Running on his perennial platform "Politicians Are Crooks," the retired operating engineer this time seeks to topple Sen. Nicholas Sacco (D-Hudson). In his 50-year political career, he has sought office as a North Bergen commissioner, Hudson County executive, county sheriff, assemblyman, state senator and U.S. senator. The registered Republican running as an independent also has never spent a penny on a campaign, or even a post-election special dinner. ("Celebrate my defeat?" he scoffed. "Ha.")

The Weehawken native’s interest in politics began with his opposition to U.S. involvement in Vietnam and his frustration with an electrical inspector’s position in North Bergen — he says he took a civil service exam and passed but lost that job to a politically connected man who failed the test. By the end of the ‘60s, Shaw had named his ticket and launched an inglorious political career.
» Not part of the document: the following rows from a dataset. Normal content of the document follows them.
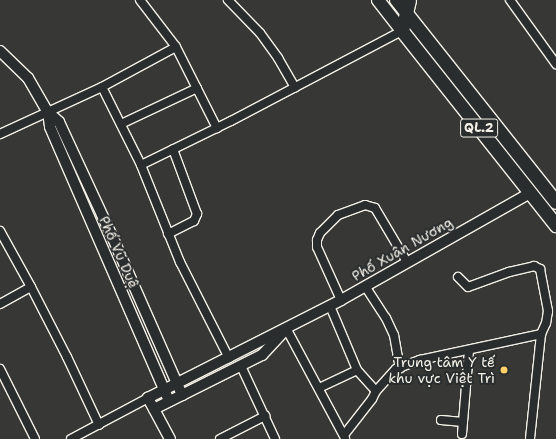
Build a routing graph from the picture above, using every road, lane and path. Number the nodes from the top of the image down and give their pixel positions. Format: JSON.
{"nodes":[{"id":1,"x":140,"y":0,"type":"edge"},
{"id":2,"x":228,"y":0,"type":"edge"},
{"id":3,"x":378,"y":0,"type":"edge"},
{"id":4,"x":396,"y":0,"type":"edge"},
{"id":5,"x":409,"y":0,"type":"edge"},
{"id":6,"x":510,"y":0,"type":"edge"},
{"id":7,"x":406,"y":14,"type":"junction"},
{"id":8,"x":402,"y":31,"type":"junction"},
{"id":9,"x":176,"y":47,"type":"junction"},
{"id":10,"x":0,"y":51,"type":"edge"},
{"id":11,"x":556,"y":64,"type":"edge"},
{"id":12,"x":102,"y":87,"type":"junction"},
{"id":13,"x":197,"y":88,"type":"junction"},
{"id":14,"x":295,"y":88,"type":"junction"},
{"id":15,"x":48,"y":112,"type":"junction"},
{"id":16,"x":121,"y":124,"type":"junction"},
{"id":17,"x":217,"y":128,"type":"junction"},
{"id":18,"x":0,"y":134,"type":"edge"},
{"id":19,"x":173,"y":149,"type":"junction"},
{"id":20,"x":141,"y":165,"type":"junction"},
{"id":21,"x":530,"y":193,"type":"junction"},
{"id":22,"x":556,"y":202,"type":"edge"},
{"id":23,"x":556,"y":225,"type":"edge"},
{"id":24,"x":0,"y":232,"type":"edge"},
{"id":25,"x":168,"y":234,"type":"junction"},
{"id":26,"x":407,"y":262,"type":"junction"},
{"id":27,"x":458,"y":277,"type":"dead end"},
{"id":28,"x":365,"y":286,"type":"junction"},
{"id":29,"x":31,"y":287,"type":"junction"},
{"id":30,"x":341,"y":300,"type":"junction"},
{"id":31,"x":0,"y":304,"type":"edge"},
{"id":32,"x":330,"y":306,"type":"junction"},
{"id":33,"x":286,"y":328,"type":"junction"},
{"id":34,"x":542,"y":334,"type":"junction"},
{"id":35,"x":469,"y":351,"type":"junction"},
{"id":36,"x":229,"y":358,"type":"junction"},
{"id":37,"x":241,"y":366,"type":"junction"},
{"id":38,"x":400,"y":368,"type":"junction"},
{"id":39,"x":0,"y":369,"type":"edge"},
{"id":40,"x":357,"y":370,"type":"junction"},
{"id":41,"x":177,"y":384,"type":"junction"},
{"id":42,"x":319,"y":388,"type":"junction"},
{"id":43,"x":164,"y":390,"type":"junction"},
{"id":44,"x":376,"y":391,"type":"junction"},
{"id":45,"x":182,"y":395,"type":"junction"},
{"id":46,"x":148,"y":398,"type":"junction"},
{"id":47,"x":169,"y":401,"type":"junction"},
{"id":48,"x":154,"y":409,"type":"junction"},
{"id":49,"x":265,"y":416,"type":"junction"},
{"id":50,"x":441,"y":420,"type":"dead end"},
{"id":51,"x":463,"y":422,"type":"junction"},
{"id":52,"x":99,"y":425,"type":"junction"},
{"id":53,"x":462,"y":434,"type":"dead end"},
{"id":54,"x":234,"y":436,"type":"edge"},
{"id":55,"x":345,"y":437,"type":"edge"},
{"id":56,"x":35,"y":439,"type":"edge"},
{"id":57,"x":71,"y":439,"type":"edge"},
{"id":58,"x":170,"y":439,"type":"edge"},
{"id":59,"x":220,"y":439,"type":"edge"},
{"id":60,"x":275,"y":439,"type":"edge"},
{"id":61,"x":530,"y":439,"type":"edge"}],
"edges":[{"from":1,"to":9,"type":"street"},
{"from":2,"to":14,"type":"street"},
{"from":3,"to":8,"type":"main road","number":"QL.2"},
{"from":4,"to":7,"type":"main road","number":"QL.2"},
{"from":5,"to":7,"type":"highway"},
{"from":6,"to":11,"type":"street"},
{"from":7,"to":8,"type":"highway"},
{"from":7,"to":22,"type":"highway","number":"QL.2"},
{"from":8,"to":14,"type":"street"},
{"from":8,"to":21,"type":"highway","number":"QL.2"},
{"from":9,"to":12,"type":"street"},
{"from":9,"to":13,"type":"street"},
{"from":10,"to":15,"type":"street","name":"Phố Vũ Duệ"},
{"from":12,"to":15,"type":"street"},
{"from":12,"to":16,"type":"street"},
{"from":13,"to":16,"type":"street"},
{"from":13,"to":17,"type":"street"},
{"from":14,"to":17,"type":"street"},
{"from":15,"to":18,"type":"street"},
{"from":15,"to":41,"type":"street","name":"Phố Vũ Duệ"},
{"from":15,"to":43,"type":"street","name":"Phố Vũ Duệ"},
{"from":16,"to":20,"type":"street"},
{"from":17,"to":19,"type":"street"},
{"from":19,"to":20,"type":"street"},
{"from":19,"to":25,"type":"street"},
{"from":20,"to":25,"type":"street"},
{"from":21,"to":23,"type":"highway","number":"QL.2"},
{"from":21,"to":26,"type":"street","name":"Phố Xuân Nương"},
{"from":24,"to":29,"type":"street"},
{"from":25,"to":36,"type":"street"},
{"from":26,"to":28,"type":"street","name":"Phố Xuân Nương"},
{"from":26,"to":30,"type":"street"},
{"from":27,"to":34,"type":"street"},
{"from":28,"to":30,"type":"street","name":"Phố Xuân Nương"},
{"from":28,"to":38,"type":"street"},
{"from":29,"to":31,"type":"street"},
{"from":29,"to":52,"type":"street"},
{"from":30,"to":32,"type":"street","name":"Phố Xuân Nương"},
{"from":32,"to":33,"type":"street","name":"Phố Xuân Nương"},
{"from":32,"to":40,"type":"street"},
{"from":33,"to":36,"type":"street","name":"Phố Xuân Nương"},
{"from":33,"to":37,"type":"street","name":"Phố Xuân Nương"},
{"from":33,"to":42,"type":"street"},
{"from":34,"to":35,"type":"street"},
{"from":34,"to":61,"type":"street"},
{"from":35,"to":38,"type":"street"},
{"from":35,"to":51,"type":"street"},
{"from":36,"to":41,"type":"street","name":"Phố Xuân Nương"},
{"from":37,"to":45,"type":"street","name":"Phố Xuân Nương"},
{"from":37,"to":49,"type":"street"},
{"from":38,"to":44,"type":"street"},
{"from":39,"to":56,"type":"street"},
{"from":40,"to":42,"type":"street"},
{"from":40,"to":44,"type":"street"},
{"from":41,"to":43,"type":"street","name":"Phố Xuân Nương"},
{"from":41,"to":45,"type":"street","name":"Phố Vũ Duệ"},
{"from":42,"to":55,"type":"street"},
{"from":43,"to":46,"type":"street","name":"Phố Xuân Nương"},
{"from":43,"to":47,"type":"street","name":"Phố Vũ Duệ"},
{"from":44,"to":55,"type":"street"},
{"from":45,"to":47,"type":"street","name":"Phố Xuân Nương"},
{"from":46,"to":48,"type":"street"},
{"from":46,"to":52,"type":"street","name":"Phố Xuân Nương"},
{"from":47,"to":48,"type":"street","name":"Phố Xuân Nương"},
{"from":48,"to":58,"type":"street"},
{"from":49,"to":54,"type":"street"},
{"from":49,"to":60,"type":"street"},
{"from":50,"to":51,"type":"street"},
{"from":51,"to":53,"type":"street"},
{"from":52,"to":57,"type":"street","name":"Phố Xuân Nương"},
{"from":54,"to":59,"type":"street"}]}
DON’T CALL HIM A ‘HOPEFUL’

Shaw holds no illusions about winning an election. He runs his campaign from a blue-paneled three-story home he shares with his wife, Anne, three daughters, two grandsons and a pair of rat terriers — which is to say he doesn’t knock on doors and he doesn’t put up billboards. In other words, a whisper campaign would be louder. Yet the lifelong conservative still believes putting his slogan on the ballot every year helps raise awareness about what he sees as Democratic machine politics running the county.

This time around, Shaw’s making a point about "double-dipping," the New Jersey practice that lets elected officials serve in multiple public positions at the same time — and collect multiple taxpayer-supported pensions.

Even though then-Gov. Jon Corzine banned double-dipping in 2007, anyone who was already holding more than one public office at that time could continue to do so — including Sacco, Shaw’s latest opponent. Sacco has served concurrently in the state Legislature and as mayor of North Bergen for close to two decades, while also holding the position of assistant superintendent of the town’s public schools.